Joseph probably got the idea for buried metal plates from a story that appeared in a Palmyra paper in 1821, describing the discovery of brass plates found in Canada (Brodie 1945).
Joseph Smith claimed that he was shown the "golden tablets", during his second vision, after his first visitation from God and Christ. The angel, Moroni, appeared to him on the Smith farm in 1823 (although this date changes depending on the source), and revealed the location where the plates were buried. Moroni also instructed Joseph in the use of the Urim and Thummim, seer stones which Smith used to translate the tablets. Moroni appeared to Smith three times that night, cautioning Joseph that he should not try to make any money off of the golden plates.
The next day, Joseph claimed to have found the golden plates buried on the hillside as Moroni had dictated. Each year, for four years, Joseph claims to have revisited the spot (where the plates were buried), only to be turned away by Moroni. Finally, in 1827, Joseph was allowed to unearth and take home the plates.
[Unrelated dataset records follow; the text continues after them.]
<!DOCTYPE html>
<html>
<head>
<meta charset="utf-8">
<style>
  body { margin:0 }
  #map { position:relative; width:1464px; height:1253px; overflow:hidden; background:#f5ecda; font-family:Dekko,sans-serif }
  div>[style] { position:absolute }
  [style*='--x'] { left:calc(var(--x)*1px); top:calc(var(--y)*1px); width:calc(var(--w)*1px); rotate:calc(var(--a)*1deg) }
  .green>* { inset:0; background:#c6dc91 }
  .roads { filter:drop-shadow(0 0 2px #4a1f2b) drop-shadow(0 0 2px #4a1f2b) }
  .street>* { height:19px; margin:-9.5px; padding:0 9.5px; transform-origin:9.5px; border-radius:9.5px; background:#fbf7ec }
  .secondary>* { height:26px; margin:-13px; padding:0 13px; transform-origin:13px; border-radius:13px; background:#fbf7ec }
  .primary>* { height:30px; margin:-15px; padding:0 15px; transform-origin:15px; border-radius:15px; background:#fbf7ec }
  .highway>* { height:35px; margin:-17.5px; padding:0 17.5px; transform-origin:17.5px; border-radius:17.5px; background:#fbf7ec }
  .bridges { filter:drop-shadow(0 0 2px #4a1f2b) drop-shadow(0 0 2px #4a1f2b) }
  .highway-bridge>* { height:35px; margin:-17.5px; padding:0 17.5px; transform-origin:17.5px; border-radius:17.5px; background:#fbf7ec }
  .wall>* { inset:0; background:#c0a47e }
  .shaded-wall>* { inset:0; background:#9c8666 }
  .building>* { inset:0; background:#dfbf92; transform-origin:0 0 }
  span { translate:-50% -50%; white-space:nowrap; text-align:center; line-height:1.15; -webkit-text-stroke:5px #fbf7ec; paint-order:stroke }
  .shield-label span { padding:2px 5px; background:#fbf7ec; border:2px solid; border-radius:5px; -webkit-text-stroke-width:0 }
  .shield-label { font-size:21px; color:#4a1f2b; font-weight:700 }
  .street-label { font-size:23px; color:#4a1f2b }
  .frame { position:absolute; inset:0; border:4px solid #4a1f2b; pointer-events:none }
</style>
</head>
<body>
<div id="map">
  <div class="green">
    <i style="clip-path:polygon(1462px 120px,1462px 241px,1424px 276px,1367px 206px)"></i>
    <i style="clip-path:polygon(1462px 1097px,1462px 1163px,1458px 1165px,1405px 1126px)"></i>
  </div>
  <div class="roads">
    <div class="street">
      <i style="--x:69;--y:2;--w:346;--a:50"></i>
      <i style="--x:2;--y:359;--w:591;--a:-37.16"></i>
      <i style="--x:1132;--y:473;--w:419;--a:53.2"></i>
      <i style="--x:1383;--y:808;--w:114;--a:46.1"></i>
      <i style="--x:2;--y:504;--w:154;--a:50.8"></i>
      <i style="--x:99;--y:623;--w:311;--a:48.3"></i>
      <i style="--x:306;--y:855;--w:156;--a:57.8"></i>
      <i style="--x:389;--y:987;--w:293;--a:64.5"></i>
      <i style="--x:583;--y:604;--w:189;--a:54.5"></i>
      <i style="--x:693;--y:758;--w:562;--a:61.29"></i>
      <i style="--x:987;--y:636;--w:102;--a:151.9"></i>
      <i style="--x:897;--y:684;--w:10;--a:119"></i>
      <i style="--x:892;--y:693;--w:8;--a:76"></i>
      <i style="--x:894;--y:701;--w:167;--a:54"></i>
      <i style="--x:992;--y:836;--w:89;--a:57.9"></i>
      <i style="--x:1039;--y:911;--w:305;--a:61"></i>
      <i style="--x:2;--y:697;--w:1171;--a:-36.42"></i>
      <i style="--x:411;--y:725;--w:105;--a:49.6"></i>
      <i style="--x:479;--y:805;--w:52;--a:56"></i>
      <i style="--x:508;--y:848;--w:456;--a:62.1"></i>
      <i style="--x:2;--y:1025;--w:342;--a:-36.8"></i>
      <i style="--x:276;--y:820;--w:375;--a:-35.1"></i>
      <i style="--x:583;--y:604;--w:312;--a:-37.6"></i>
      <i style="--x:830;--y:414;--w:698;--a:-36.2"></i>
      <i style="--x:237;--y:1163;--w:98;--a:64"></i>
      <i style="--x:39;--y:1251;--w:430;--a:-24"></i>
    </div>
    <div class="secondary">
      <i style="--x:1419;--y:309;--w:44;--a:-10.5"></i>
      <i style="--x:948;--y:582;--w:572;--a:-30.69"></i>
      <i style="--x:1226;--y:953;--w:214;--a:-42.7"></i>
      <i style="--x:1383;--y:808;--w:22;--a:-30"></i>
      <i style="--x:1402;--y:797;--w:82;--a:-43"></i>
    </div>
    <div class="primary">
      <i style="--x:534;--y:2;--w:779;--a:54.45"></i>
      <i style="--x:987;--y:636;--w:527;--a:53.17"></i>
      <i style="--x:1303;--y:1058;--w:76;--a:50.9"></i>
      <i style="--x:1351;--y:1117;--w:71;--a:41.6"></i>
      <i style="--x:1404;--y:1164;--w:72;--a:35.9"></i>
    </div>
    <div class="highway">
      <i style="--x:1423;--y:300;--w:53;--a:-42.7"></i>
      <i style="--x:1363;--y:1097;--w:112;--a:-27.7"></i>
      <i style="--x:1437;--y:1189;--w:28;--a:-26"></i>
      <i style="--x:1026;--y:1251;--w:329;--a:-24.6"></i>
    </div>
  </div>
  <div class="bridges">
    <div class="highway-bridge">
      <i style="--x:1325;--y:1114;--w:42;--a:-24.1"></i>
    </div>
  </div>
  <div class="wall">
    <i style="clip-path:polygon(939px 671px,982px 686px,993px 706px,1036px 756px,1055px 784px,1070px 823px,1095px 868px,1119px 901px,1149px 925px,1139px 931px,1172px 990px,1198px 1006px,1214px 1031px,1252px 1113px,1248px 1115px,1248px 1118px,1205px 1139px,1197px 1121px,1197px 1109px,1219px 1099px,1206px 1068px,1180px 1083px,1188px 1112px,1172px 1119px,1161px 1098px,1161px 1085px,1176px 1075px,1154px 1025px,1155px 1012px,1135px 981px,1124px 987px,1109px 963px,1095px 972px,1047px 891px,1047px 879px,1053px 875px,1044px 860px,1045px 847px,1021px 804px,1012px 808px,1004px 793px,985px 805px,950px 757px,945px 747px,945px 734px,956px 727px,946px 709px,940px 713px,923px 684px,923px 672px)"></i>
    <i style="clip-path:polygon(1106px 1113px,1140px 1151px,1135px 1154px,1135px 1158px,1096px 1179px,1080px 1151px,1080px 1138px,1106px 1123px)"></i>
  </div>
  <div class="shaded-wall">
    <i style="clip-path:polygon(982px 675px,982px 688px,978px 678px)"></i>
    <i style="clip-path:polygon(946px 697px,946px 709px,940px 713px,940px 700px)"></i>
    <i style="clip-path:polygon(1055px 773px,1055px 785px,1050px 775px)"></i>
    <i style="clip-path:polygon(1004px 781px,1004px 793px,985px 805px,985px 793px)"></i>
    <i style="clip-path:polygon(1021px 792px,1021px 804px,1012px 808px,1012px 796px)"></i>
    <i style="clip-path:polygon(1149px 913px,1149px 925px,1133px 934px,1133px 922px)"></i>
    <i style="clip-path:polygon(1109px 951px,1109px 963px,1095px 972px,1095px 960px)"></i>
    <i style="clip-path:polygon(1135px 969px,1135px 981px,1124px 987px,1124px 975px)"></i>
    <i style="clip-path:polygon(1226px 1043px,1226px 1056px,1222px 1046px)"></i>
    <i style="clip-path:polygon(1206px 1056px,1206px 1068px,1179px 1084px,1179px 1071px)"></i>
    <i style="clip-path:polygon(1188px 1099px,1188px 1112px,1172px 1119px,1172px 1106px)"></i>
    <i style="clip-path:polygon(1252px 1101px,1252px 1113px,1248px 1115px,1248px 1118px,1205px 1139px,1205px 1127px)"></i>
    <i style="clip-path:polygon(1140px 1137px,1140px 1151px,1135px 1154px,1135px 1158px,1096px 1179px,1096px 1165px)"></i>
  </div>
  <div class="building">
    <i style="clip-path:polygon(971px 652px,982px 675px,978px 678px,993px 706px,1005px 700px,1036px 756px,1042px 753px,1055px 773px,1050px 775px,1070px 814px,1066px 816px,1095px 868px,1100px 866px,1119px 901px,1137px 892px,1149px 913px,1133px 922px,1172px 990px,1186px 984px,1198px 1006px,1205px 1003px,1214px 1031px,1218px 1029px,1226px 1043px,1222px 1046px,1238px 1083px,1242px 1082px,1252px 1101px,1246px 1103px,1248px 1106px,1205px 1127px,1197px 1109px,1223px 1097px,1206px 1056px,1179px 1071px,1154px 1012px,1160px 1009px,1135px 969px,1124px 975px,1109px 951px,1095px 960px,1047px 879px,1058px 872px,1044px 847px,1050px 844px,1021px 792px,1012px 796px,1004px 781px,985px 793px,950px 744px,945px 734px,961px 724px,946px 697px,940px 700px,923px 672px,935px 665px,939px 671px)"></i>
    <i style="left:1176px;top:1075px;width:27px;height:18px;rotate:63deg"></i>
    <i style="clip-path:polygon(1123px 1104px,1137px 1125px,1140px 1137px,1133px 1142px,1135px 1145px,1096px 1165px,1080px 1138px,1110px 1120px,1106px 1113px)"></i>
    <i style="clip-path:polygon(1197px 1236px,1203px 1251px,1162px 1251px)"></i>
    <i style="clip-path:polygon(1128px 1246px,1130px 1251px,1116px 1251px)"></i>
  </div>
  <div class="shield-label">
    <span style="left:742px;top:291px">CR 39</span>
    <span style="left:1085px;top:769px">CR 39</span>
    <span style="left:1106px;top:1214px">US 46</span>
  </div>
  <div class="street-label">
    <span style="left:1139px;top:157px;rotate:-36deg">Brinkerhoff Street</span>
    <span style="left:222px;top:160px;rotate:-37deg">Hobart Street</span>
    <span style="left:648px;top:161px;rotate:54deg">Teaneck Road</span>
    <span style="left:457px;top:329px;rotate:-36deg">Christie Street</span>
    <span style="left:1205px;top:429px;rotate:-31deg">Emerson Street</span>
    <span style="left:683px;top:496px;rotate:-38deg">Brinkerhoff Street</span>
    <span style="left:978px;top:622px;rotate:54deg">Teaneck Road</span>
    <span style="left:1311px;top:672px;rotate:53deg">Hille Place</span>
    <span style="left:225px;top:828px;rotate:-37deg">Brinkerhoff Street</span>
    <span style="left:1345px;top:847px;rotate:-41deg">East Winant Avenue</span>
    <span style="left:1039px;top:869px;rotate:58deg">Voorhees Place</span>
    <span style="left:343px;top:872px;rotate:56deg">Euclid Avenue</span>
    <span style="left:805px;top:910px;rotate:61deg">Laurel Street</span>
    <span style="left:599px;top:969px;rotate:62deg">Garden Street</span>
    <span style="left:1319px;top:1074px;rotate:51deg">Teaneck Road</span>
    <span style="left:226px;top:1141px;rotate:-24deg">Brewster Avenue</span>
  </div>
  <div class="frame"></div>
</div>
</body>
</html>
A translation of the gold plates began in 1829. He allegedly used the Urim and Thummim to translate them, but eyewitnesses also claimed that they saw Joseph place a seer stone (presumably the same one he used during his money-digging exploits) into a hat, cover his head with a cloth, and then dictate the translation to transcribers.
Missing 116 pages
After 116 pages of the Book of Mormon had been transcribed, Martin Harris asked Joseph if he might take copies of those pages to his wife, Lucy. Lucy was skeptical of Smith's claims about the gold plates and wanted to see the work for herself. Smith agreed to let Harris take the 116 pages home to Lucy. Upon receiving the pages, the pages supposedly disappeared. Mrs. Harris told her husband that, if Smith was genuinely translating, then he should be able to reproduce the pages.
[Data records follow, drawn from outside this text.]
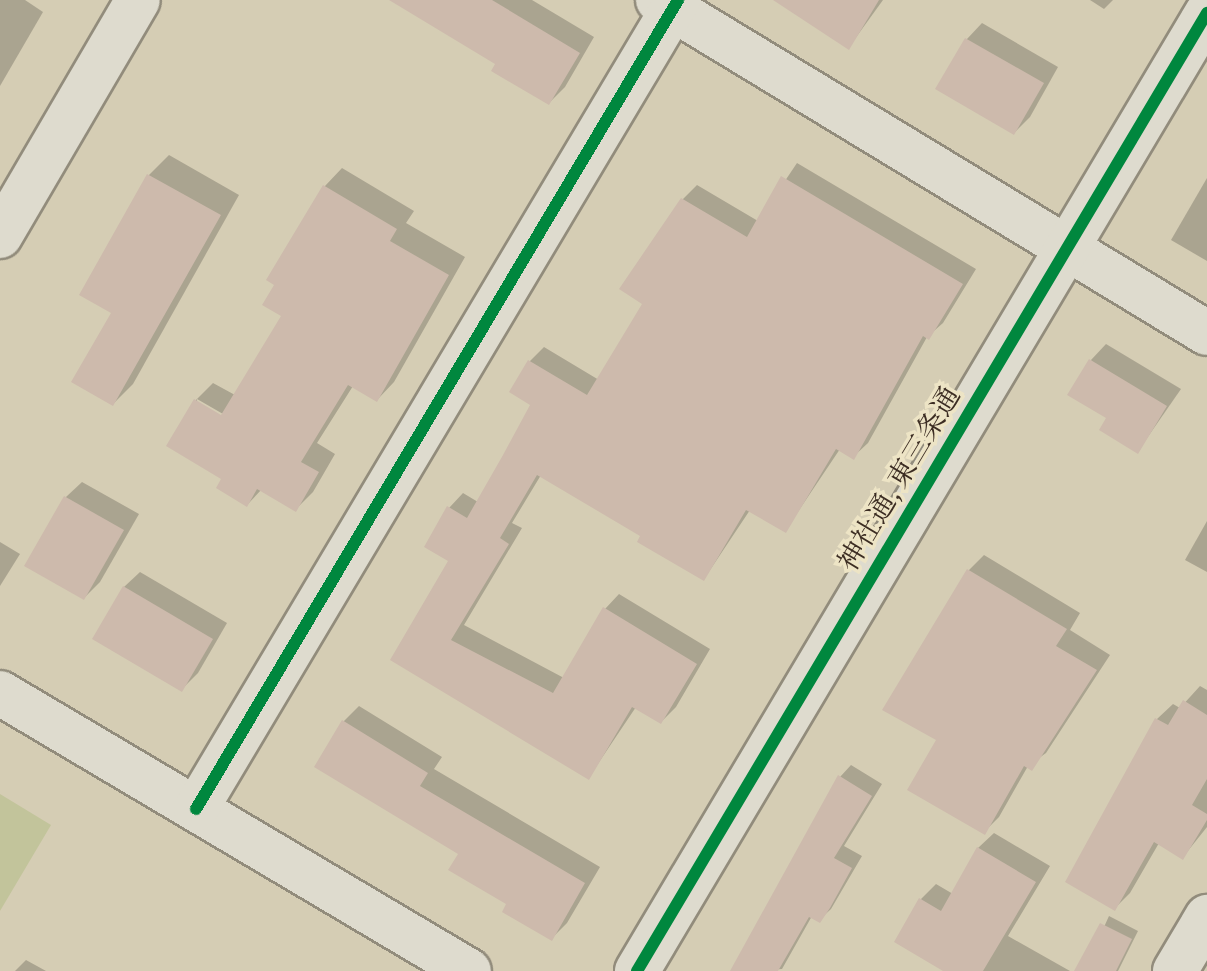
<!DOCTYPE html>
<meta charset="utf-8">
<style>
body{margin:0}
#map{position:relative;width:1207px;height:971px;overflow:hidden;background:#d5cdb4;font-family:Vollkorn,"Noto Serif JP",serif}
div>[style]{position:absolute}
[style*='--x']{left:calc(var(--x)*1px);top:calc(var(--y)*1px);width:calc(var(--w)*1px);rotate:calc(var(--a)*1deg)}
.green>*{inset:0;background:#c2c49b}
.shadow>*{inset:0;background:#0003}
.building>*{inset:0;background:#cdbaac}
.roads{filter:drop-shadow(2px 0 #928c7c) drop-shadow(-2px 0 #928c7c) drop-shadow(0 2px #928c7c) drop-shadow(0 -2px #928c7c)}
.minor>*{height:44px;margin:-22px;padding:0 22px;transform-origin:22px;border-radius:22px;background:#dedbce}
.cycleway>*{height:12px;margin:-6px;padding:0 6px;transform-origin:6px;border-radius:6px;background:#00873e}
span{translate:-50% -50%;white-space:nowrap;text-align:center;line-height:1.15;-webkit-text-stroke:7px #ede4c5;paint-order:stroke}
.street-label{font-size:28px;color:#3c2d23}
</style>
<div id="map">
<div class="green">
<i style="clip-path:polygon(0 794px,51px 825px,0 911px)"></i>
</div>
<div class="shadow">
<i style="clip-path:polygon(0 0,25px 0,43px 12px,0 86px)"></i>
<i style="clip-path:polygon(393px 0,532px 0,594px 37px,565px 87px,549px 103px,498px 63px)"></i>
<i style="clip-path:polygon(776px 0,883px 0,849px 47px)"></i>
<i style="clip-path:polygon(1090px 0,1113px 0,1104px 9px)"></i>
<i style="clip-path:polygon(982px 23px,1058px 67px,1030px 117px,1014px 133px,938px 88px,967px 39px)"></i>
<i style="clip-path:polygon(169px 155px,239px 195px,133px 384px,113px 404px,114px 312px,149px 175px)"></i>
<i style="clip-path:polygon(797px 163px,976px 269px,943px 323px,927px 337px,868px 443px,853px 457px,840px 449px,785px 531px,750px 510px,704px 579px,643px 535px,541px 475px,512px 523px,522px 528px,464px 625px,564px 678px,605px 609px,619px 594px,710px 649px,676px 707px,661px 722px,636px 707px,589px 777px,393px 659px,450px 561px,449px 508px,463px 493px,478px 502px,533px 404px,530px 361px,544px 347px,599px 380px,645px 303px,682px 200px,697px 185px,758px 221px)"></i>
<i style="clip-path:polygon(evenodd,342px 168px,414px 211px,406px 223px,465px 257px,394px 382px,377px 400px,353px 386px,317px 443px,335px 454px,313px 492px,295px 510px,262px 489px,247px 505px,224px 478px,195px 401px,213px 383px,235px 395px,284px 315px,277px 284px,269px 279px,325px 186px,342px 168px,197px 399px,230px 418px,228px 422px,197px 404px,197px 399px)"></i>
<i style="clip-path:polygon(1207px 178px,1207px 261px,1171px 240px)"></i>
<i style="clip-path:polygon(1106px 344px,1181px 389px,1138px 451px,1109px 417px,1091px 360px)"></i>
<i style="clip-path:polygon(82px 482px,139px 514px,100px 582px,84px 598px,66px 497px)"></i>
<i style="clip-path:polygon(1207px 521px,1207px 572px,1185px 560px)"></i>
<i style="clip-path:polygon(0 542px,20px 554px,0 586px)"></i>
<i style="clip-path:polygon(984px 555px,1080px 613px,1070px 630px,1110px 655px,1046px 753px,1028px 766px,999px 817px,984px 832px,939px 739px,969px 570px)"></i>
<i style="clip-path:polygon(140px 572px,227px 623px,198px 673px,182px 689px,124px 587px)"></i>
<i style="clip-path:polygon(1200px 686px,1207px 690px,1207px 827px,1183px 857px,1159px 843px,1130px 893px,1114px 909px,1157px 719px,1173px 704px,1180px 708px)"></i>
<i style="clip-path:polygon(359px 706px,442px 757px,434px 769px,600px 867px,567px 923px,552px 938px,508px 903px,343px 722px)"></i>
<i style="clip-path:polygon(851px 765px,882px 784px,844px 846px,862px 856px,831px 909px,819px 920px,812px 916px,782px 969px,754px 971px,840px 777px)"></i>
<i style="clip-path:polygon(994px 833px,1050px 866px,1008px 936px,1070px 971px,947px 971px,921px 899px,936px 884px,953px 894px,978px 848px)"></i>
<i style="clip-path:polygon(1109px 916px,1138px 931px,1118px 971px,1084px 971px)"></i>
<i style="clip-path:polygon(26px 960px,46px 971px,15px 971px)"></i>
</div>
<div class="building">
<i style="clip-path:polygon(389px 0,492px 0,580px 53px,549px 105px,491px 71px,495px 64px)"></i>
<i style="clip-path:polygon(773px 0,879px 0,849px 50px)"></i>
<i style="clip-path:polygon(965px 38px,1044px 83px,1014px 135px,935px 89px)"></i>
<i style="clip-path:polygon(147px 174px,221px 215px,113px 406px,71px 382px,111px 313px,79px 295px)"></i>
<i style="clip-path:polygon(781px 176px,963px 284px,929px 340px,923px 336px,854px 460px,836px 449px,786px 533px,746px 510px,704px 581px,637px 542px,640px 536px,537px 475px,500px 538px,509px 544px,451px 640px,553px 693px,603px 607px,697px 664px,661px 724px,632px 707px,589px 780px,390px 660px,448px 561px,424px 547px,447px 506px,467px 518px,503px 455px,530px 405px,509px 392px,528px 360px,587px 395px,642px 304px,619px 289px,681px 198px,747px 237px)"></i>
<i style="clip-path:polygon(323px 185px,397px 229px,390px 241px,449px 275px,377px 402px,348px 385px,301px 462px,319px 472px,296px 512px,257px 489px,247px 507px,216px 488px,221px 479px,166px 446px,194px 399px,221px 415px,281px 316px,262px 305px,274px 285px,266px 280px)"></i>
<i style="clip-path:polygon(1089px 359px,1167px 406px,1138px 454px,1099px 430px,1106px 418px,1067px 395px)"></i>
<i style="clip-path:polygon(64px 496px,124px 530px,84px 600px,24px 566px)"></i>
<i style="clip-path:polygon(967px 569px,1067px 629px,1056px 646px,1097px 670px,1032px 771px,1024px 766px,985px 835px,907px 790px,936px 740px,882px 710px)"></i>
<i style="clip-path:polygon(123px 586px,213px 639px,182px 692px,92px 639px)"></i>
<i style="clip-path:polygon(1183px 700px,1207px 715px,1207px 779px,1192px 805px,1207px 814px,1207px 820px,1183px 860px,1154px 842px,1115px 911px,1065px 882px,1155px 718px,1168px 725px)"></i>
<i style="clip-path:polygon(342px 720px,428px 773px,420px 786px,585px 883px,552px 941px,502px 912px,506px 904px,448px 870px,458px 854px,314px 767px)"></i>
<i style="clip-path:polygon(838px 775px,872px 796px,834px 858px,852px 868px,830px 908px,820px 923px,809px 917px,778px 971px,730px 971px)"></i>
<i style="clip-path:polygon(977px 847px,1036px 882px,983px 971px,943px 971px,894px 942px,919px 898px,941px 911px)"></i>
<i style="clip-path:polygon(1100px 923px,1132px 939px,1116px 971px,1074px 971px)"></i>
</div>
<div class="roads">
<div class="minor">
<i style="--x:658;--y:0;--w:642;--a:31.24"></i>
<i style="--x:0;--y:236;--w:273;--a:-59.7"></i>
<i style="--x:0;--y:693;--w:545;--a:30.66"></i>
<i style="--x:196;--y:809;--w:942;--a:-59.21"></i>
<i style="--x:637;--y:971;--w:1115;--a:-59.25"></i>
<i style="--x:1175;--y:971;--w:63;--a:-59.3"></i>
</div>
</div>
<div class="cycleway">
<i style="--x:196;--y:809;--w:942;--a:-59.21"></i>
<i style="--x:637;--y:971;--w:1115;--a:-59.25"></i>
</div>
<div class="street-label">
<span style="left:901px;top:480px;rotate:-59deg">神社通, 東三条通</span>
</div>
</div>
Harris returned to Smith with great trepidation and told him about the theft. Smith was furious. He spent two days in secluded prayer. When he emerged from prayer, he told Harris and Emma Smith, that an angel had appeared before him and told him not to re-write the missing 116 pages. The angel had instructed him to cease work on the "Book of Lehi" and instead write the "Book of Nephi". The Book of Nephi would be similar to the Book of Lehi, but since they were written from different points of view, there would be a few differences. Smith thus side-stepped being exposed as a fraud.
Plagarism in the Book of Mormon
It is likely that Joseph Smith got his ideas for the story of the Book of Mormon from several contemporary sources, including Ethan Smith's book: View of the Hebrews. Ethan Smith's book speculated that Native Americans were descended from Hebrew settlers. The view was popular among scholars at the time (Brodie 1945). The book also compared copper breast plates found in New England burial mounds with the ephod (part of the ceremonial garb) of Hebrew high priests, including the Urim and Thumim. This may also be what spawned the breastplate and seer stones that constituted the Urim and Thumim which Joseph Smith sometimes used when "translating" the gold plates.
- Brodie, Fawn. No Man Knows My History. New York, 1945. Vintage Books: New York, 1995. ISBN: 679-73054-0
- Smith likely read and borrowed from Ethan Smith's View of the Hebrews. The concept of Native Americans as descendents of the Hebrew people was common at the time, but was soon replaced with the theory of migration from east Asia (Ch 3, pp 46).